» **WHAT YOU SHOULD DO**
Go through the records and extract every line with the word "node".

» **DATA RECORDS**
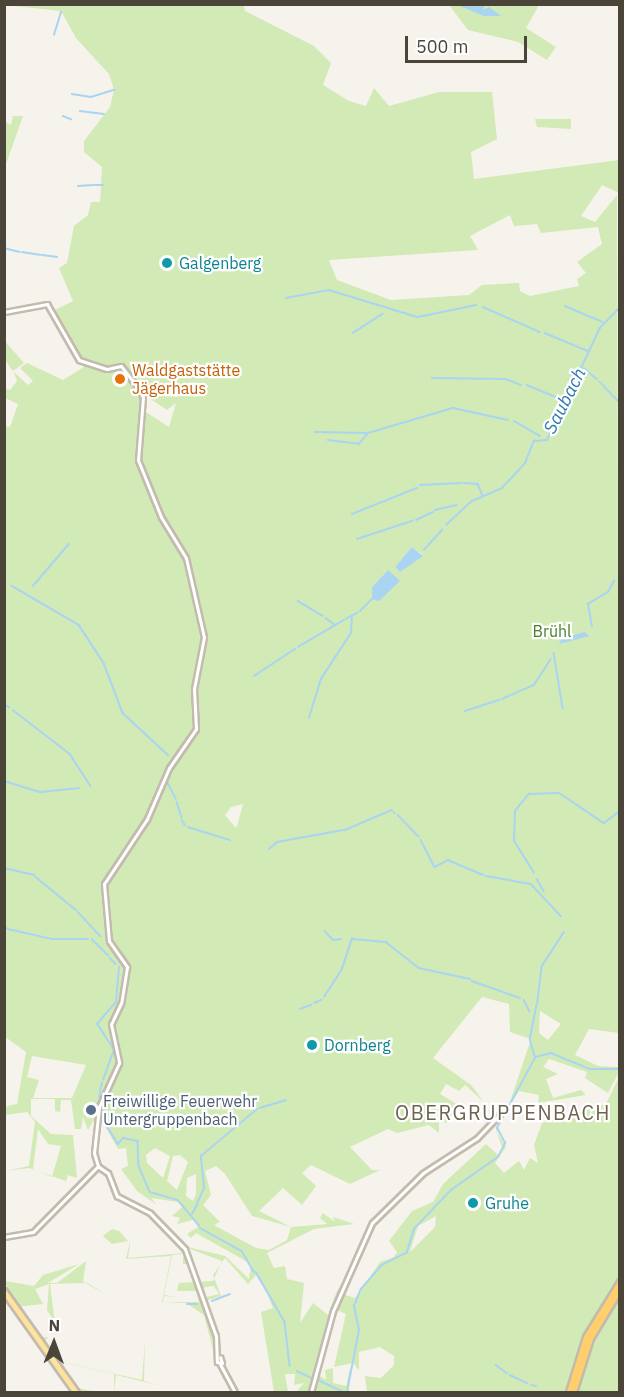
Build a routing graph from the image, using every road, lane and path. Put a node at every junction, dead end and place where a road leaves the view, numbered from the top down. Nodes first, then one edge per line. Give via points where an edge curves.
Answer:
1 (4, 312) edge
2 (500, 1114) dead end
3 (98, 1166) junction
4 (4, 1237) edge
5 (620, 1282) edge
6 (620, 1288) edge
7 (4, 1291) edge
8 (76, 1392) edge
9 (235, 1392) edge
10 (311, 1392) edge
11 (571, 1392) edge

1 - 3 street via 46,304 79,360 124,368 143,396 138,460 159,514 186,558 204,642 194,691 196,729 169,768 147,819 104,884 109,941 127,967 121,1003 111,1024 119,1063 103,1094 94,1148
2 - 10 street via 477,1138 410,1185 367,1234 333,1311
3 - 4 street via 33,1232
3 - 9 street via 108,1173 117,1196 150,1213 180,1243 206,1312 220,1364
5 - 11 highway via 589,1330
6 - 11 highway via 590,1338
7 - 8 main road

--

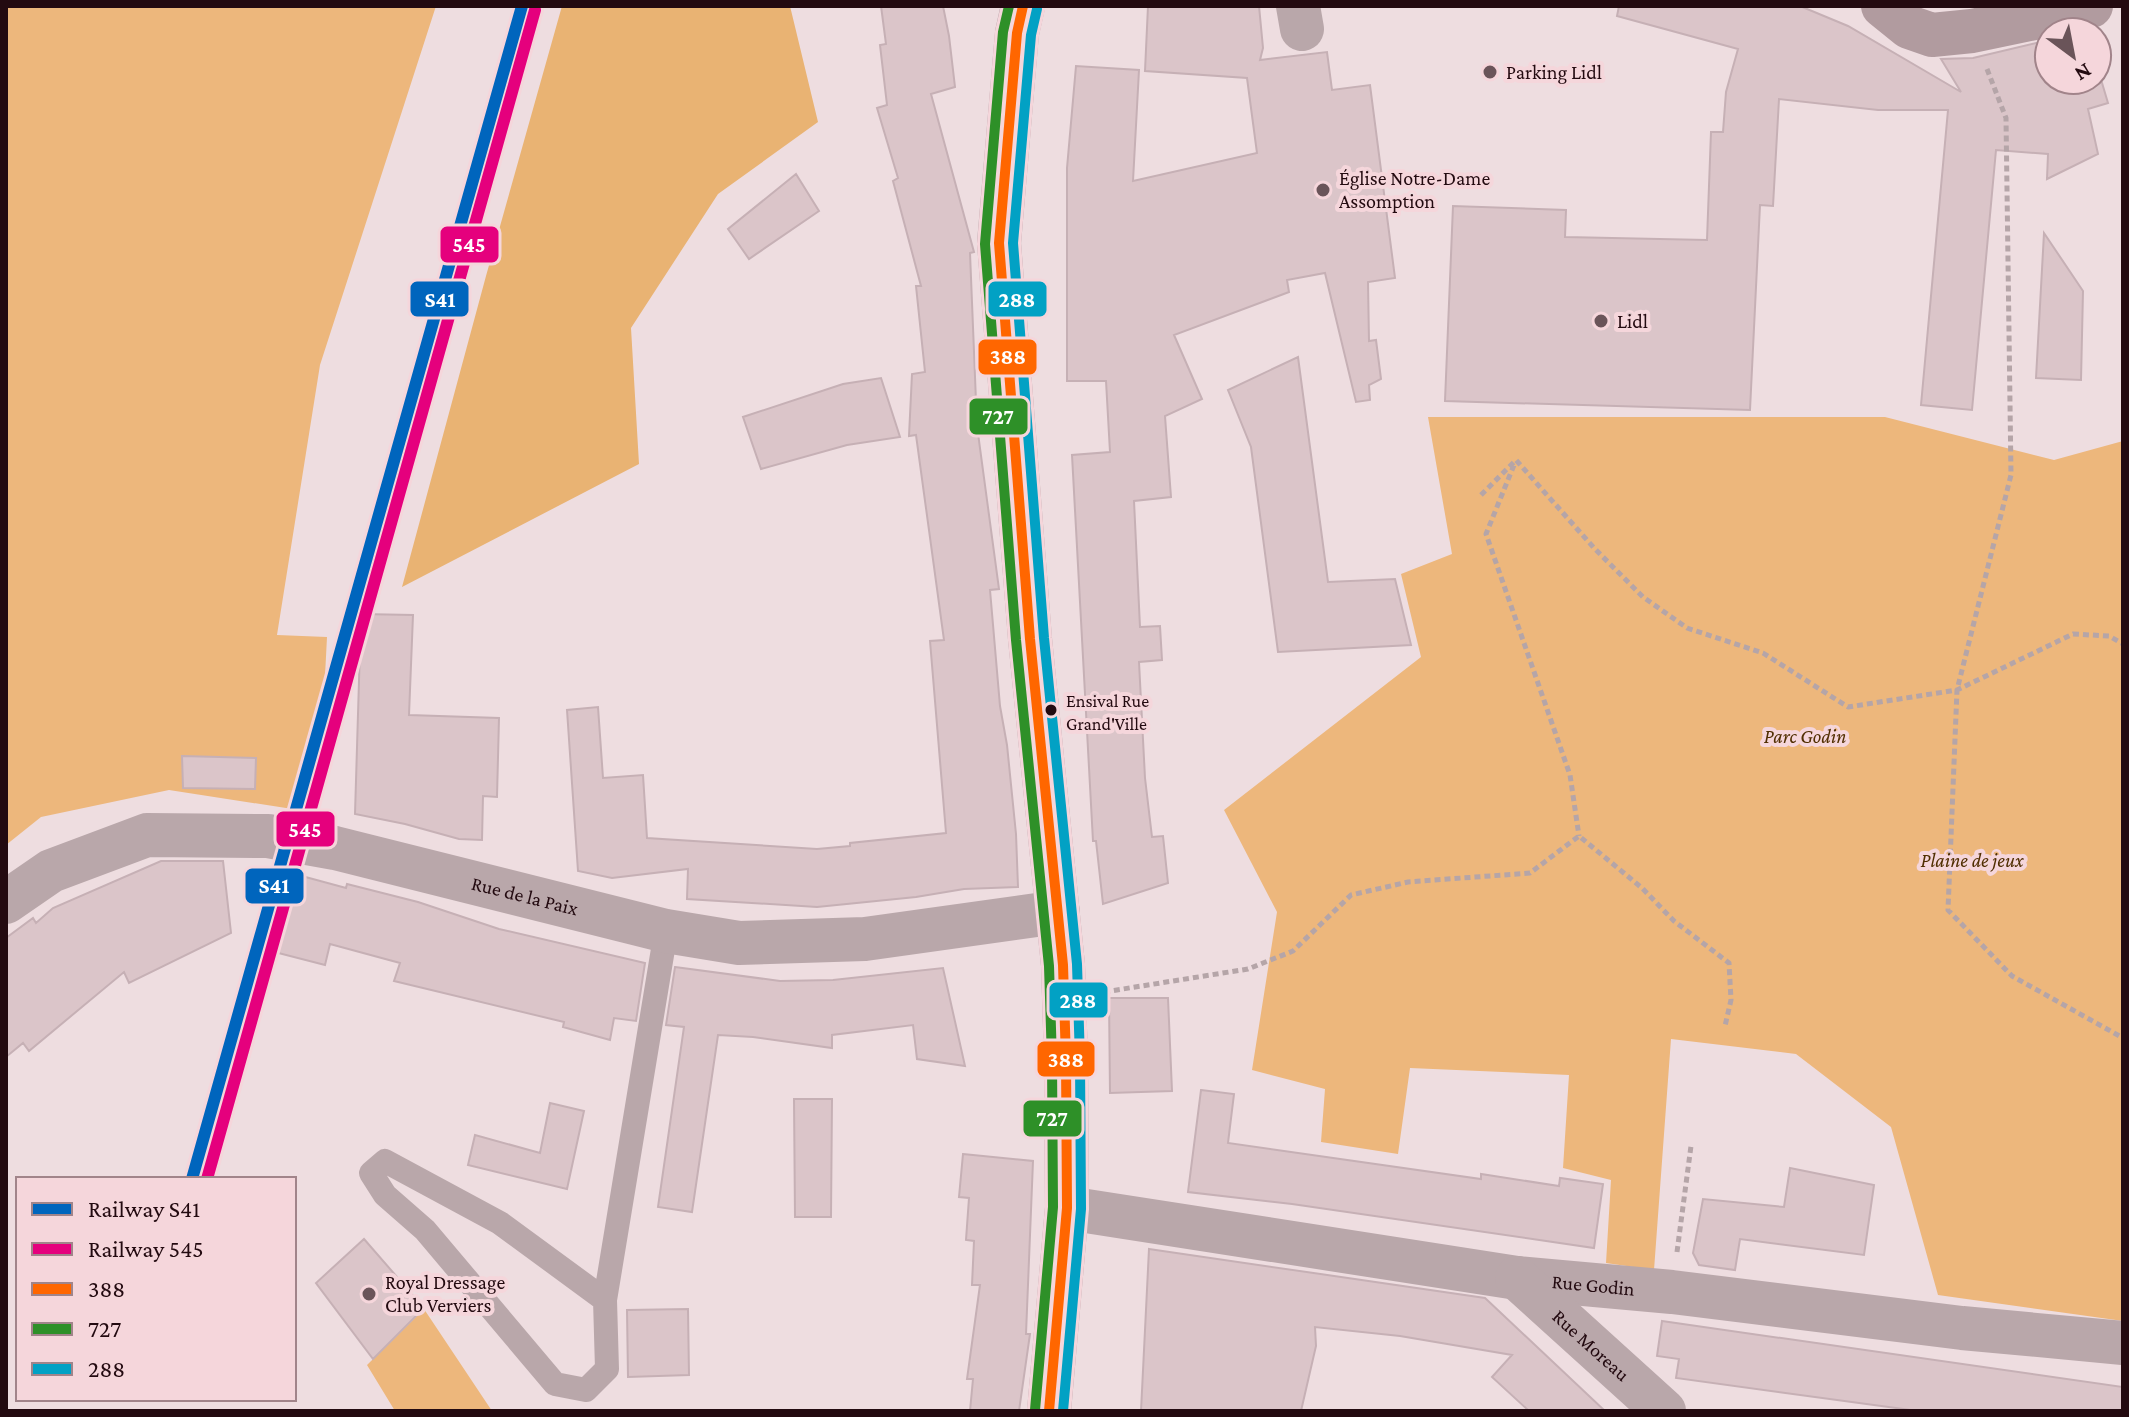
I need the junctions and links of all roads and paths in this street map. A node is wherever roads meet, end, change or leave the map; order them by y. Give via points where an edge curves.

» **SOLUTION TO THIS EXERCISE**
Build a routing graph from the image, using every road, lane and path. Put a node at every junction, dead end and place where a road leaves the view, numbered from the top down. Nodes first, then one edge per line. Give via points where an edge curves.
I need the junctions and links of all roads and paths in this street map. A node is wherever roads meet, end, change or leave the map; order them by y. Give via points where an edge curves.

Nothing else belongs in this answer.